* **Goal of the exercise**
Each record is to be given again without alteration.

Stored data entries
-.-.-
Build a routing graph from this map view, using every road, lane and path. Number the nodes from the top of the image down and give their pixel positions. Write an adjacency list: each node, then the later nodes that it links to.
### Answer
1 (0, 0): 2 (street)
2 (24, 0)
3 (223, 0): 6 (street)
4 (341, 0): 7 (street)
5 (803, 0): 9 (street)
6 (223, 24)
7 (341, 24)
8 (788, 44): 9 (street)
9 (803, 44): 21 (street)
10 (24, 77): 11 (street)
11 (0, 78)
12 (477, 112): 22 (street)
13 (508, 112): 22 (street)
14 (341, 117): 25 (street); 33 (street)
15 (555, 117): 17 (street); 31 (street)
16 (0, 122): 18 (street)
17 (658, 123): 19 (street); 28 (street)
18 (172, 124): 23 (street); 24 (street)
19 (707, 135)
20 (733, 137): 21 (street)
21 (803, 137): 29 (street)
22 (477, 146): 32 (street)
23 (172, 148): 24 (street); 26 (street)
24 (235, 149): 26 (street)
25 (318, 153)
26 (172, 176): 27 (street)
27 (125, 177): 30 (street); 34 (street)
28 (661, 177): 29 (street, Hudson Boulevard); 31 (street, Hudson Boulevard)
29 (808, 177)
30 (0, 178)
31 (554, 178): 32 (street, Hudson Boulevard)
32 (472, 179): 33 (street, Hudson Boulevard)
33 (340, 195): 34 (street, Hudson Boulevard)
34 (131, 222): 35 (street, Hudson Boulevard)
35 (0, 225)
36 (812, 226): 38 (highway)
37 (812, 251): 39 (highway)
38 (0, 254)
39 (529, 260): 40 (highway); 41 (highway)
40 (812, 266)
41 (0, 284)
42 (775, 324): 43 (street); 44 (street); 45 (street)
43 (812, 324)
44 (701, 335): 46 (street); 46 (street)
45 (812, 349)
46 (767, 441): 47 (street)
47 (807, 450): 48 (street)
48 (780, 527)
-.-.-
* **Result of the task**
Build a routing graph from this map view, using every road, lane and path. Number the nodes from the top of the image down and give their pixel positions. Write an adjacency list: each node, then the later nodes that it links to.
### Answer
1 (0, 0): 2 (street)
2 (24, 0)
3 (223, 0): 6 (street)
4 (341, 0): 7 (street)
5 (803, 0): 9 (street)
6 (223, 24)
7 (341, 24)
8 (788, 44): 9 (street)
9 (803, 44): 21 (street)
10 (24, 77): 11 (street)
11 (0, 78)
12 (477, 112): 22 (street)
13 (508, 112): 22 (street)
14 (341, 117): 25 (street); 33 (street)
15 (555, 117): 17 (street); 31 (street)
16 (0, 122): 18 (street)
17 (658, 123): 19 (street); 28 (street)
18 (172, 124): 23 (street); 24 (street)
19 (707, 135)
20 (733, 137): 21 (street)
21 (803, 137): 29 (street)
22 (477, 146): 32 (street)
23 (172, 148): 24 (street); 26 (street)
24 (235, 149): 26 (street)
25 (318, 153)
26 (172, 176): 27 (street)
27 (125, 177): 30 (street); 34 (street)
28 (661, 177): 29 (street, Hudson Boulevard); 31 (street, Hudson Boulevard)
29 (808, 177)
30 (0, 178)
31 (554, 178): 32 (street, Hudson Boulevard)
32 (472, 179): 33 (street, Hudson Boulevard)
33 (340, 195): 34 (street, Hudson Boulevard)
34 (131, 222): 35 (street, Hudson Boulevard)
35 (0, 225)
36 (812, 226): 38 (highway)
37 (812, 251): 39 (highway)
38 (0, 254)
39 (529, 260): 40 (highway); 41 (highway)
40 (812, 266)
41 (0, 284)
42 (775, 324): 43 (street); 44 (street); 45 (street)
43 (812, 324)
44 (701, 335): 46 (street); 46 (street)
45 (812, 349)
46 (767, 441): 47 (street)
47 (807, 450): 48 (street)
48 (780, 527)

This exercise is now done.